▸ **Work required**
This exercise needs all of the entries set down again, exactly as they read.

════════════════════

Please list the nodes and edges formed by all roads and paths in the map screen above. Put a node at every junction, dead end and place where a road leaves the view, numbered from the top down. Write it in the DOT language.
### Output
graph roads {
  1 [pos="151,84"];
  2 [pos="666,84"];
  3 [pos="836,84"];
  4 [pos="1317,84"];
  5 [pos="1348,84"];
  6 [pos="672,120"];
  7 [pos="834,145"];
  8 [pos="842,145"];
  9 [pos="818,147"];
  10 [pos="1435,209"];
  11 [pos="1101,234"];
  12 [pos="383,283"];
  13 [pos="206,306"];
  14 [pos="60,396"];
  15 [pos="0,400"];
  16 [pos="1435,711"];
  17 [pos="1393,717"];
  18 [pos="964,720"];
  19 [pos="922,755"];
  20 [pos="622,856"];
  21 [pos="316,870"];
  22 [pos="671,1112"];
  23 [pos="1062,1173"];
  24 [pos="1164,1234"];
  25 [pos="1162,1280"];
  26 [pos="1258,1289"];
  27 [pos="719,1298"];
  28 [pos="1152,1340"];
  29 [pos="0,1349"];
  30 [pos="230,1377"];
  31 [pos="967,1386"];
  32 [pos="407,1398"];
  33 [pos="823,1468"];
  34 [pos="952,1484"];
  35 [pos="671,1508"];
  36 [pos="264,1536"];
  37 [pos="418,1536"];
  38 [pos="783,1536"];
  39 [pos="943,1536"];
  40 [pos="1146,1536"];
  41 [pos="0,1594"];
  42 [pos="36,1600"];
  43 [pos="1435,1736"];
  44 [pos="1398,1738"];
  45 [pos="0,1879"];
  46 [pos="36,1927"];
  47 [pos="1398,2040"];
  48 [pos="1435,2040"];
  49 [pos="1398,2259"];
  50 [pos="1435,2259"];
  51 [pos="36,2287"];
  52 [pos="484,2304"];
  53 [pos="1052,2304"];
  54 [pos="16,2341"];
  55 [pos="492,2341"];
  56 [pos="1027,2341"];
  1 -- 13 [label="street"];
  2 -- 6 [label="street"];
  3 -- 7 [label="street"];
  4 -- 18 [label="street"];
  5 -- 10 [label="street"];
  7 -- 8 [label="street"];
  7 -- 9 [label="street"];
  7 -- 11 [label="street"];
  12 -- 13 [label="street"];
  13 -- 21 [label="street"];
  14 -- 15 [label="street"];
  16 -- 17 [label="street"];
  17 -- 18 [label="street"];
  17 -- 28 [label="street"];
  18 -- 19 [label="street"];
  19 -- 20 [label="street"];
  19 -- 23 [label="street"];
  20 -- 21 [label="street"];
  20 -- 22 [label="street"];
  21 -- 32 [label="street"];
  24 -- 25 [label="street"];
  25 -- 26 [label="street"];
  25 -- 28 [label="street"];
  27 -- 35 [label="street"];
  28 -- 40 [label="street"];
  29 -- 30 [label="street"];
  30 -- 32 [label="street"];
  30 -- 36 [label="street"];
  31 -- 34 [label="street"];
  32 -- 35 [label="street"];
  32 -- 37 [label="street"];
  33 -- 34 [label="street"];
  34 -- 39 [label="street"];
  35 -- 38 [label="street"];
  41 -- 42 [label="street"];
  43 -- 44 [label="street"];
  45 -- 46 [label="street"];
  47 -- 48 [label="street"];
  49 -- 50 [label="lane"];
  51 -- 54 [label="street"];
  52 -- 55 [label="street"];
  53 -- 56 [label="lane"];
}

════════════════════

▸ **Response area**
Please list the nodes and edges formed by all roads and paths in the map screen above. Put a node at every junction, dead end and place where a road leaves the view, numbered from the top down. Write it in the DOT language.
### Output
graph roads {
  1 [pos="151,84"];
  2 [pos="666,84"];
  3 [pos="836,84"];
  4 [pos="1317,84"];
  5 [pos="1348,84"];
  6 [pos="672,120"];
  7 [pos="834,145"];
  8 [pos="842,145"];
  9 [pos="818,147"];
  10 [pos="1435,209"];
  11 [pos="1101,234"];
  12 [pos="383,283"];
  13 [pos="206,306"];
  14 [pos="60,396"];
  15 [pos="0,400"];
  16 [pos="1435,711"];
  17 [pos="1393,717"];
  18 [pos="964,720"];
  19 [pos="922,755"];
  20 [pos="622,856"];
  21 [pos="316,870"];
  22 [pos="671,1112"];
  23 [pos="1062,1173"];
  24 [pos="1164,1234"];
  25 [pos="1162,1280"];
  26 [pos="1258,1289"];
  27 [pos="719,1298"];
  28 [pos="1152,1340"];
  29 [pos="0,1349"];
  30 [pos="230,1377"];
  31 [pos="967,1386"];
  32 [pos="407,1398"];
  33 [pos="823,1468"];
  34 [pos="952,1484"];
  35 [pos="671,1508"];
  36 [pos="264,1536"];
  37 [pos="418,1536"];
  38 [pos="783,1536"];
  39 [pos="943,1536"];
  40 [pos="1146,1536"];
  41 [pos="0,1594"];
  42 [pos="36,1600"];
  43 [pos="1435,1736"];
  44 [pos="1398,1738"];
  45 [pos="0,1879"];
  46 [pos="36,1927"];
  47 [pos="1398,2040"];
  48 [pos="1435,2040"];
  49 [pos="1398,2259"];
  50 [pos="1435,2259"];
  51 [pos="36,2287"];
  52 [pos="484,2304"];
  53 [pos="1052,2304"];
  54 [pos="16,2341"];
  55 [pos="492,2341"];
  56 [pos="1027,2341"];
  1 -- 13 [label="street"];
  2 -- 6 [label="street"];
  3 -- 7 [label="street"];
  4 -- 18 [label="street"];
  5 -- 10 [label="street"];
  7 -- 8 [label="street"];
  7 -- 9 [label="street"];
  7 -- 11 [label="street"];
  12 -- 13 [label="street"];
  13 -- 21 [label="street"];
  14 -- 15 [label="street"];
  16 -- 17 [label="street"];
  17 -- 18 [label="street"];
  17 -- 28 [label="street"];
  18 -- 19 [label="street"];
  19 -- 20 [label="street"];
  19 -- 23 [label="street"];
  20 -- 21 [label="street"];
  20 -- 22 [label="street"];
  21 -- 32 [label="street"];
  24 -- 25 [label="street"];
  25 -- 26 [label="street"];
  25 -- 28 [label="street"];
  27 -- 35 [label="street"];
  28 -- 40 [label="street"];
  29 -- 30 [label="street"];
  30 -- 32 [label="street"];
  30 -- 36 [label="street"];
  31 -- 34 [label="street"];
  32 -- 35 [label="street"];
  32 -- 37 [label="street"];
  33 -- 34 [label="street"];
  34 -- 39 [label="street"];
  35 -- 38 [label="street"];
  41 -- 42 [label="street"];
  43 -- 44 [label="street"];
  45 -- 46 [label="street"];
  47 -- 48 [label="street"];
  49 -- 50 [label="lane"];
  51 -- 54 [label="street"];
  52 -- 55 [label="street"];
  53 -- 56 [label="lane"];
}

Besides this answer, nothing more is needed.